The Anglo-Saxons, when they settled in Eastern and Southern Britain, were a horde of barbarous heathen pirates. They massacred or enslaved the civilised or half-civilised Celtic inhabitants with savage ruthlessness. They burnt or destroyed the monuments of Roman occupation. They let the roads and cities fall into utter disrepair. They stamped out Christianity with fire and sword from end to end of their new domain. They occupied a civilised and Christian land, and they restored it to its primitive barbarism. Nor was there any improvement until Christian teachers from Rome and Scotland once more introduced the forgotten culture which the English pirates had utterly destroyed. As Gildas phrases it, with true Celtic eloquence, the red tongue of flame licked up the whole land from end to end, till it slaked its horrid thirst in the western ocean. For 150 years the whole of English Britain, save, perhaps, Kent and London, was cut off from all intercourse with Christendom and the Roman world. The country consisted of several petty chieftainships, at constant feud with their Teutonic neighbours, and perpetually waging a border war with Welsh, Picts, and Scots. Within each colony, much of the land remained untilled, while the clan settlements appeared like little islands of cultivation in the midst of forest, waste, and common. The villages were mere groups of wooden homesteads, with barns and cattle-sheds, surrounded by rough stockades, and destitute of roads or communications. Even the palace of the king was a long wooden hall with numerous outhouses; for the English built no stone houses, and burnt down those of their Roman predecessors.

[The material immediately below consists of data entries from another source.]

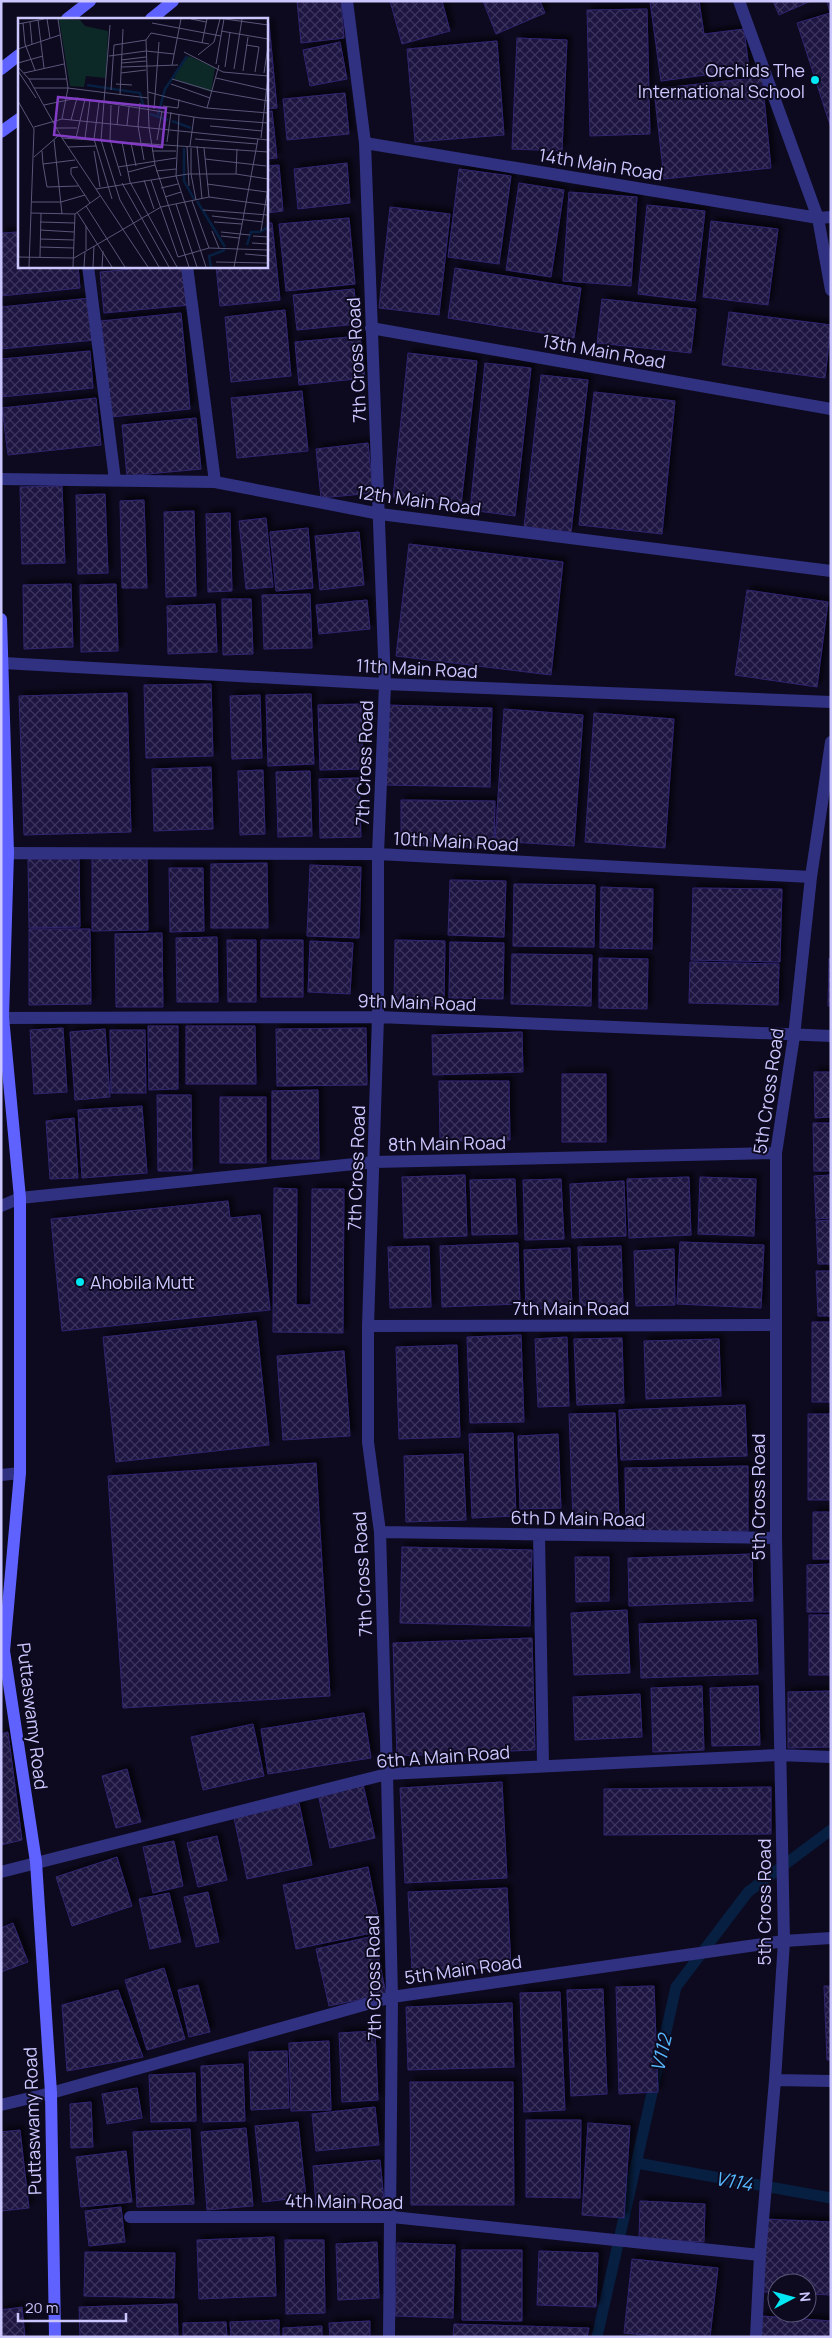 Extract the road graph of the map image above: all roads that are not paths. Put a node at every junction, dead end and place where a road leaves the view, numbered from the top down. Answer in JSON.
{"nodes":[{"id":1,"x":90,"y":1,"type":"edge"},
{"id":2,"x":174,"y":1,"type":"edge"},
{"id":3,"x":347,"y":1,"type":"edge"},
{"id":4,"x":740,"y":1,"type":"edge"},
{"id":5,"x":68,"y":18,"type":"edge"},
{"id":6,"x":153,"y":18,"type":"edge"},
{"id":7,"x":18,"y":57,"type":"edge"},
{"id":8,"x":1,"y":69,"type":"edge"},
{"id":9,"x":18,"y":120,"type":"edge"},
{"id":10,"x":1,"y":132,"type":"edge"},
{"id":11,"x":365,"y":143,"type":"junction"},
{"id":12,"x":824,"y":217,"type":"edge"},
{"id":13,"x":88,"y":268,"type":"edge"},
{"id":14,"x":187,"y":268,"type":"edge"},
{"id":15,"x":831,"y":290,"type":"edge"},
{"id":16,"x":371,"y":328,"type":"junction"},
{"id":17,"x":831,"y":409,"type":"edge"},
{"id":18,"x":1,"y":479,"type":"edge"},
{"id":19,"x":115,"y":480,"type":"junction"},
{"id":20,"x":215,"y":482,"type":"junction"},
{"id":21,"x":380,"y":514,"type":"junction"},
{"id":22,"x":831,"y":571,"type":"edge"},
{"id":23,"x":1,"y":619,"type":"edge"},
{"id":24,"x":3,"y":663,"type":"junction"},
{"id":25,"x":385,"y":684,"type":"junction"},
{"id":26,"x":831,"y":702,"type":"edge"},
{"id":27,"x":831,"y":742,"type":"edge"},
{"id":28,"x":378,"y":854,"type":"junction"},
{"id":29,"x":5,"y":855,"type":"edge"},
{"id":30,"x":811,"y":877,"type":"junction"},
{"id":31,"x":378,"y":1017,"type":"junction"},
{"id":32,"x":2,"y":1018,"type":"edge"},
{"id":33,"x":794,"y":1036,"type":"junction"},
{"id":34,"x":831,"y":1036,"type":"edge"},
{"id":35,"x":776,"y":1153,"type":"junction"},
{"id":36,"x":374,"y":1162,"type":"junction"},
{"id":37,"x":20,"y":1198,"type":"junction"},
{"id":38,"x":1,"y":1206,"type":"edge"},
{"id":39,"x":774,"y":1325,"type":"junction"},
{"id":40,"x":368,"y":1326,"type":"junction"},
{"id":41,"x":20,"y":1473,"type":"junction"},
{"id":42,"x":1,"y":1475,"type":"edge"},
{"id":43,"x":380,"y":1532,"type":"junction"},
{"id":44,"x":539,"y":1535,"type":"junction"},
{"id":45,"x":776,"y":1538,"type":"junction"},
{"id":46,"x":3,"y":1652,"type":"edge"},
{"id":47,"x":778,"y":1754,"type":"junction"},
{"id":48,"x":831,"y":1757,"type":"edge"},
{"id":49,"x":543,"y":1766,"type":"junction"},
{"id":50,"x":388,"y":1774,"type":"junction"},
{"id":51,"x":36,"y":1862,"type":"junction"},
{"id":52,"x":1,"y":1872,"type":"edge"},
{"id":53,"x":831,"y":1938,"type":"edge"},
{"id":54,"x":784,"y":1941,"type":"junction"},
{"id":55,"x":392,"y":1997,"type":"junction"},
{"id":56,"x":775,"y":2080,"type":"junction"},
{"id":57,"x":831,"y":2081,"type":"edge"},
{"id":58,"x":51,"y":2093,"type":"junction"},
{"id":59,"x":1,"y":2105,"type":"edge"},
{"id":60,"x":130,"y":2217,"type":"dead end"},
{"id":61,"x":392,"y":2217,"type":"junction"},
{"id":62,"x":760,"y":2255,"type":"junction"},
{"id":63,"x":55,"y":2337,"type":"edge"},
{"id":64,"x":389,"y":2337,"type":"edge"},
{"id":65,"x":756,"y":2337,"type":"edge"}],
"edges":[{"from":1,"to":5,"type":"main road"},
{"from":2,"to":6,"type":"main road"},
{"from":3,"to":11,"type":"street","name":"7th Cross Road"},
{"from":4,"to":12,"type":"street"},
{"from":7,"to":8,"type":"main road"},
{"from":9,"to":10,"type":"main road"},
{"from":11,"to":12,"type":"street","name":"14th Main Road"},
{"from":11,"to":16,"type":"street","name":"7th Cross Road"},
{"from":12,"to":15,"type":"street"},
{"from":13,"to":19,"type":"street"},
{"from":14,"to":20,"type":"street"},
{"from":16,"to":17,"type":"street","name":"13th Main Road"},
{"from":16,"to":21,"type":"street","name":"7th Cross Road"},
{"from":18,"to":19,"type":"street","name":"12th Main Road"},
{"from":19,"to":20,"type":"street","name":"12th Main Road"},
{"from":20,"to":21,"type":"street","name":"12th Main Road"},
{"from":21,"to":22,"type":"street","name":"12th Main Road"},
{"from":21,"to":25,"type":"street","name":"7th Cross Road"},
{"from":23,"to":24,"type":"main road","name":"Puttaswamy Road"},
{"from":24,"to":25,"type":"street","name":"11th Main Road"},
{"from":24,"to":29,"type":"main road","name":"Puttaswamy Road"},
{"from":25,"to":26,"type":"street","name":"11th Main Road"},
{"from":25,"to":28,"type":"street","name":"7th Cross Road"},
{"from":27,"to":30,"type":"street","name":"5th Cross Road"},
{"from":28,"to":29,"type":"street","name":"10th Main Road"},
{"from":28,"to":30,"type":"street","name":"10th Main Road"},
{"from":28,"to":31,"type":"street","name":"7th Cross Road"},
{"from":29,"to":32,"type":"main road","name":"Puttaswamy Road"},
{"from":30,"to":33,"type":"street","name":"5th Cross Road"},
{"from":31,"to":32,"type":"street","name":"9th Main Road"},
{"from":31,"to":33,"type":"street","name":"9th Main Road"},
{"from":31,"to":36,"type":"street","name":"7th Cross Road"},
{"from":32,"to":37,"type":"main road","name":"Puttaswamy Road"},
{"from":33,"to":34,"type":"street","name":"9th Main Road"},
{"from":33,"to":35,"type":"street","name":"5th Cross Road"},
{"from":35,"to":36,"type":"street","name":"8th Main Road"},
{"from":35,"to":39,"type":"street","name":"5th Cross Road"},
{"from":36,"to":37,"type":"street","name":"8th Main Road"},
{"from":36,"to":40,"type":"street","name":"7th Cross Road"},
{"from":37,"to":38,"type":"street","name":"8th Main Road"},
{"from":37,"to":41,"type":"main road","name":"Puttaswamy Road"},
{"from":39,"to":40,"type":"street","name":"7th Main Road"},
{"from":39,"to":45,"type":"street","name":"5th Cross Road"},
{"from":40,"to":43,"type":"street","name":"7th Cross Road"},
{"from":41,"to":42,"type":"street"},
{"from":41,"to":46,"type":"main road","name":"Puttaswamy Road"},
{"from":43,"to":44,"type":"street","name":"6th D Main Road"},
{"from":43,"to":50,"type":"street","name":"7th Cross Road"},
{"from":44,"to":45,"type":"street","name":"6th D Main Road"},
{"from":44,"to":49,"type":"street"},
{"from":45,"to":47,"type":"street","name":"5th Cross Road"},
{"from":46,"to":51,"type":"main road","name":"Puttaswamy Road"},
{"from":47,"to":48,"type":"street","name":"6th A Main Road"},
{"from":47,"to":49,"type":"street","name":"6th A Main Road"},
{"from":47,"to":54,"type":"street","name":"5th Cross Road"},
{"from":49,"to":50,"type":"street","name":"6th A Main Road"},
{"from":50,"to":51,"type":"street","name":"6th A Main Road"},
{"from":50,"to":55,"type":"street","name":"7th Cross Road"},
{"from":51,"to":52,"type":"street","name":"6th A Main Road"},
{"from":51,"to":58,"type":"main road","name":"Puttaswamy Road"},
{"from":53,"to":54,"type":"street","name":"5th Main Road"},
{"from":54,"to":55,"type":"street","name":"5th Main Road"},
{"from":54,"to":56,"type":"street","name":"5th Cross Road"},
{"from":55,"to":58,"type":"street","name":"5th Main Road"},
{"from":55,"to":61,"type":"street","name":"7th Cross Road"},
{"from":56,"to":57,"type":"street"},
{"from":56,"to":62,"type":"street","name":"5th Cross Road"},
{"from":58,"to":59,"type":"street","name":"5th Main Road"},
{"from":58,"to":63,"type":"main road","name":"Puttaswamy Road"},
{"from":60,"to":61,"type":"street","name":"4th Main Road"},
{"from":61,"to":62,"type":"street","name":"4th Main Road"},
{"from":61,"to":64,"type":"street","name":"7th Cross Road"},
{"from":62,"to":65,"type":"street","name":"5th Cross Road"}]} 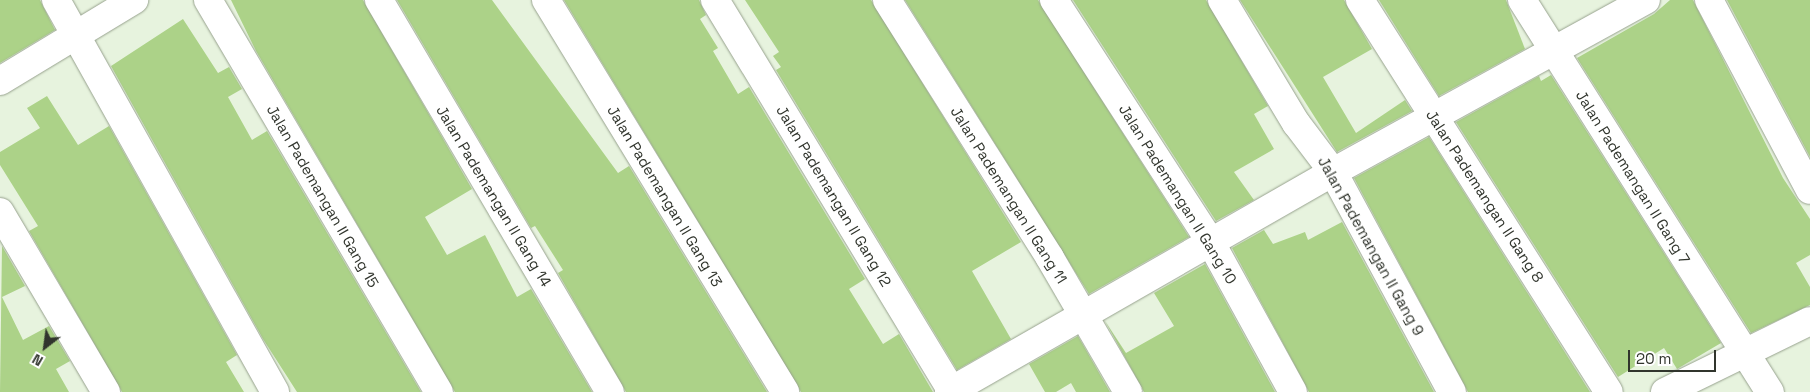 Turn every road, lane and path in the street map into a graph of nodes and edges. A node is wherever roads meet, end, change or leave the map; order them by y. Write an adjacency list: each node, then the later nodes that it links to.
1 (56, 0): 14 (street)
2 (134, 0): 14 (street)
3 (208, 0): 27 (street, Jalan Pademangan II Gang 15)
4 (379, 0): 28 (street, Jalan Pademangan II Gang 14)
5 (546, 0): 29 (street, Jalan Pademangan II Gang 13)
6 (715, 0): 30 (street, Jalan Pademangan II Gang 12)
7 (887, 0): 22 (street, Jalan Pademangan II Gang 11)
8 (1054, 0): 21 (street, Jalan Pademangan II Gang 10)
9 (1222, 0): 18 (street, Jalan Pademangan II Gang 9)
10 (1360, 0): 17 (street, Jalan Pademangan II Gang 8)
11 (1522, 0): 15 (street, Jalan Pademangan II Gang 7)
12 (1646, 0): 15 (street)
13 (1709, 0): 19 (street)
14 (82, 44): 16 (street); 26 (street)
15 (1553, 50): 17 (street); 24 (street, Jalan Pademangan II Gang 7)
16 (0, 81)
17 (1434, 118): 18 (street); 34 (street, Jalan Pademangan II Gang 8)
18 (1332, 172): 21 (street); 33 (street, Jalan Pademangan II Gang 9)
19 (1810, 190)
20 (0, 212): 25 (street)
21 (1210, 242): 22 (street); 32 (street, Jalan Pademangan II Gang 10)
22 (1084, 314): 30 (street); 31 (street, Jalan Pademangan II Gang 11)
23 (1810, 321): 24 (street)
24 (1745, 353): 35 (street); 36 (street, Jalan Pademangan II Gang 7)
25 (106, 392)
26 (275, 392)
27 (439, 392)
28 (610, 392)
29 (785, 392)
30 (951, 392)
31 (1128, 392)
32 (1294, 392)
33 (1452, 392)
34 (1609, 392)
35 (1665, 392)
36 (1770, 392) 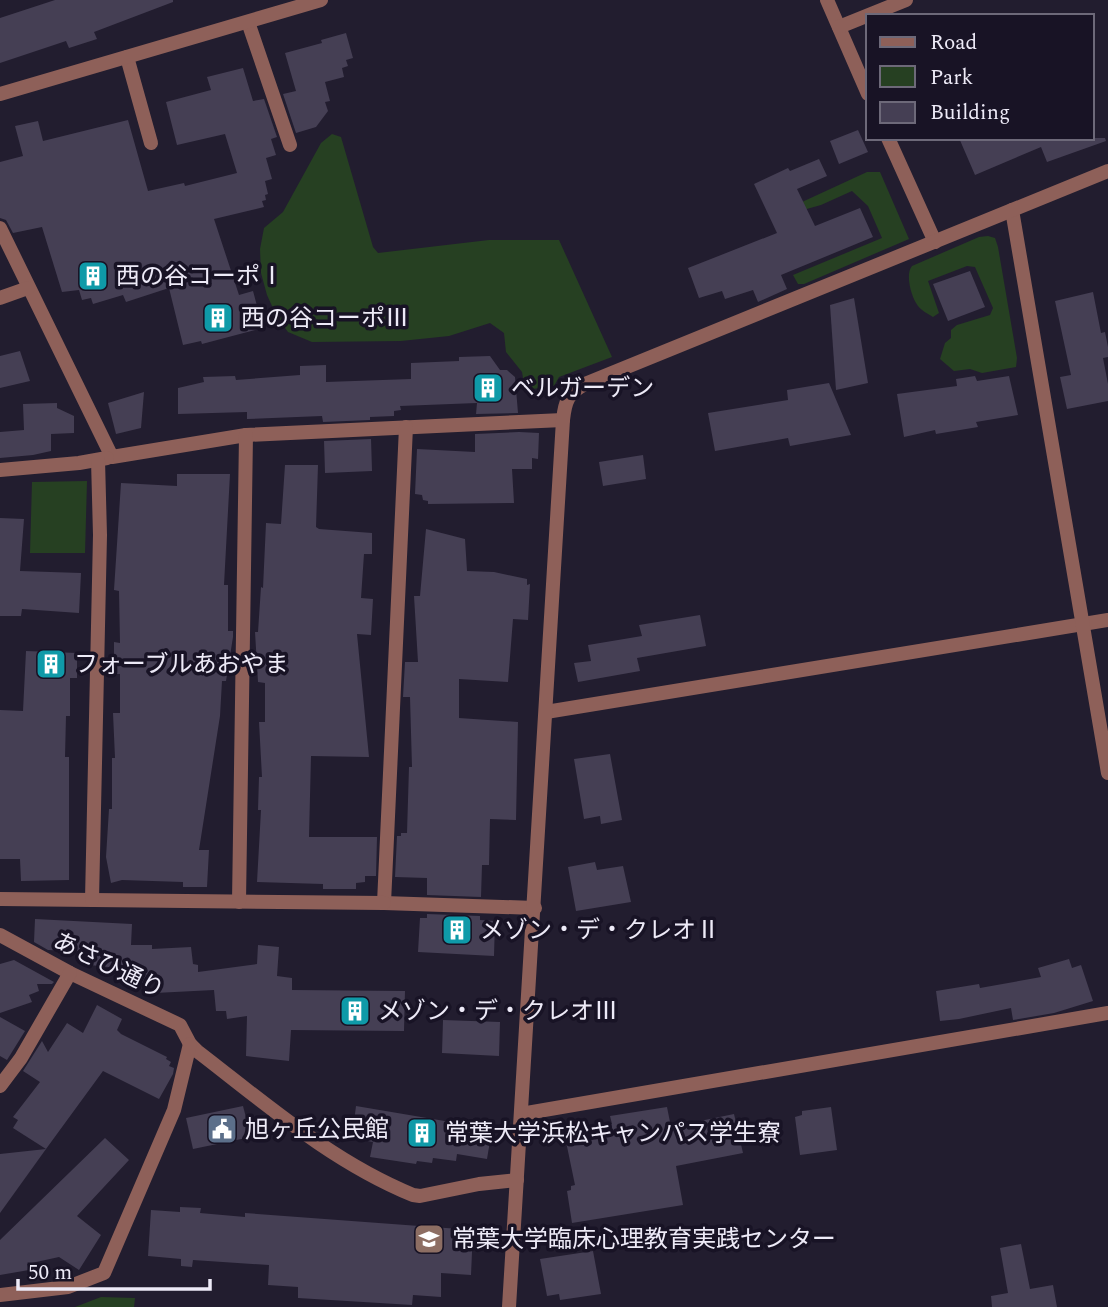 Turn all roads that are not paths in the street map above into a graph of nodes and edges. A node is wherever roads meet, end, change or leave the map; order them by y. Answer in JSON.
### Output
{"nodes":[{"id":1,"x":321,"y":0,"type":"edge"},
{"id":2,"x":827,"y":0,"type":"edge"},
{"id":3,"x":906,"y":0,"type":"edge"},
{"id":4,"x":871,"y":14,"type":"edge"},
{"id":5,"x":866,"y":16,"type":"edge"},
{"id":6,"x":248,"y":22,"type":"junction"},
{"id":7,"x":839,"y":27,"type":"junction"},
{"id":8,"x":127,"y":57,"type":"junction"},
{"id":9,"x":866,"y":89,"type":"edge"},
{"id":10,"x":0,"y":94,"type":"edge"},
{"id":11,"x":889,"y":140,"type":"edge"},
{"id":12,"x":151,"y":143,"type":"dead end"},
{"id":13,"x":290,"y":145,"type":"dead end"},
{"id":14,"x":1108,"y":172,"type":"edge"},
{"id":15,"x":1012,"y":210,"type":"junction"},
{"id":16,"x":0,"y":228,"type":"edge"},
{"id":17,"x":935,"y":242,"type":"junction"},
{"id":18,"x":28,"y":288,"type":"junction"},
{"id":19,"x":0,"y":298,"type":"edge"},
{"id":20,"x":563,"y":420,"type":"junction"},
{"id":21,"x":406,"y":427,"type":"junction"},
{"id":22,"x":246,"y":435,"type":"junction"},
{"id":23,"x":105,"y":459,"type":"junction"},
{"id":24,"x":0,"y":470,"type":"edge"},
{"id":25,"x":1108,"y":620,"type":"edge"},
{"id":26,"x":1082,"y":624,"type":"junction"},
{"id":27,"x":546,"y":712,"type":"junction"},
{"id":28,"x":1108,"y":773,"type":"edge"},
{"id":29,"x":0,"y":899,"type":"edge"},
{"id":30,"x":92,"y":900,"type":"junction"},
{"id":31,"x":239,"y":902,"type":"junction"},
{"id":32,"x":384,"y":904,"type":"junction"},
{"id":33,"x":535,"y":908,"type":"junction"},
{"id":34,"x":0,"y":935,"type":"edge"},
{"id":35,"x":70,"y":973,"type":"junction"},
{"id":36,"x":1108,"y":1013,"type":"edge"},
{"id":37,"x":190,"y":1045,"type":"junction"},
{"id":38,"x":0,"y":1086,"type":"edge"},
{"id":39,"x":522,"y":1114,"type":"junction"},
{"id":40,"x":517,"y":1180,"type":"junction"},
{"id":41,"x":0,"y":1295,"type":"edge"},
{"id":42,"x":509,"y":1307,"type":"edge"}],
"edges":[{"from":1,"to":6,"type":"street"},
{"from":2,"to":7,"type":"street"},
{"from":3,"to":4,"type":"street"},
{"from":5,"to":7,"type":"street"},
{"from":6,"to":8,"type":"street"},
{"from":6,"to":13,"type":"street"},
{"from":7,"to":9,"type":"street"},
{"from":8,"to":10,"type":"street"},
{"from":8,"to":12,"type":"street"},
{"from":11,"to":17,"type":"street"},
{"from":14,"to":15,"type":"street"},
{"from":15,"to":17,"type":"street"},
{"from":15,"to":26,"type":"street"},
{"from":16,"to":18,"type":"street"},
{"from":17,"to":20,"type":"street"},
{"from":18,"to":19,"type":"street"},
{"from":18,"to":23,"type":"street"},
{"from":20,"to":21,"type":"street"},
{"from":20,"to":27,"type":"street"},
{"from":21,"to":22,"type":"street"},
{"from":21,"to":32,"type":"street"},
{"from":22,"to":23,"type":"street"},
{"from":22,"to":31,"type":"street"},
{"from":23,"to":24,"type":"street"},
{"from":23,"to":30,"type":"street"},
{"from":25,"to":26,"type":"street"},
{"from":26,"to":27,"type":"street"},
{"from":26,"to":28,"type":"street"},
{"from":27,"to":33,"type":"street"},
{"from":29,"to":30,"type":"street"},
{"from":30,"to":31,"type":"street"},
{"from":31,"to":32,"type":"street"},
{"from":32,"to":33,"type":"street"},
{"from":33,"to":39,"type":"street"},
{"from":34,"to":35,"type":"street","name":"あさひ通り"},
{"from":35,"to":37,"type":"street","name":"あさひ通り"},
{"from":35,"to":38,"type":"street"},
{"from":36,"to":39,"type":"street"},
{"from":37,"to":40,"type":"street","name":"あさひ通り"},
{"from":37,"to":41,"type":"street"},
{"from":39,"to":40,"type":"street"},
{"from":40,"to":42,"type":"street"}]}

Trade seems to have been confined to the south coast, and few manufactured articles of any sort were in use. The English degraded their Celtic serfs to their own barbaric level; and the very memory of Roman civilization almost died out of the land for a hundred and fifty years.
CHAPTER VI.
THE CONQUEST OF THE INTERIOR.
From the little strip of eastern and southern coast on which they first settled, the English advanced slowly into the interior by the valleys of the great rivers, and finally swarmed across the central dividing ridge into the basins of the Severn and the Irish Sea. Up the open river mouths they could make their way in their shallow-bottomed boats, as the Scandinavian pirates did three centuries later; and when they reached the head of navigation in each stream for the small draught of their light vessels, they probably took to the land and settled down at once, leaving further inland expeditions to their sons and successors. For this second step in the Teutonic colonisation of Britain we have some few traditional accounts, which seem somewhat more trustworthy than those of the first settlement. Unfortunately, however, they apply for the most part only to the kingdom of Wessex, and not to the North and the Midlands, where such details would be of far greater value.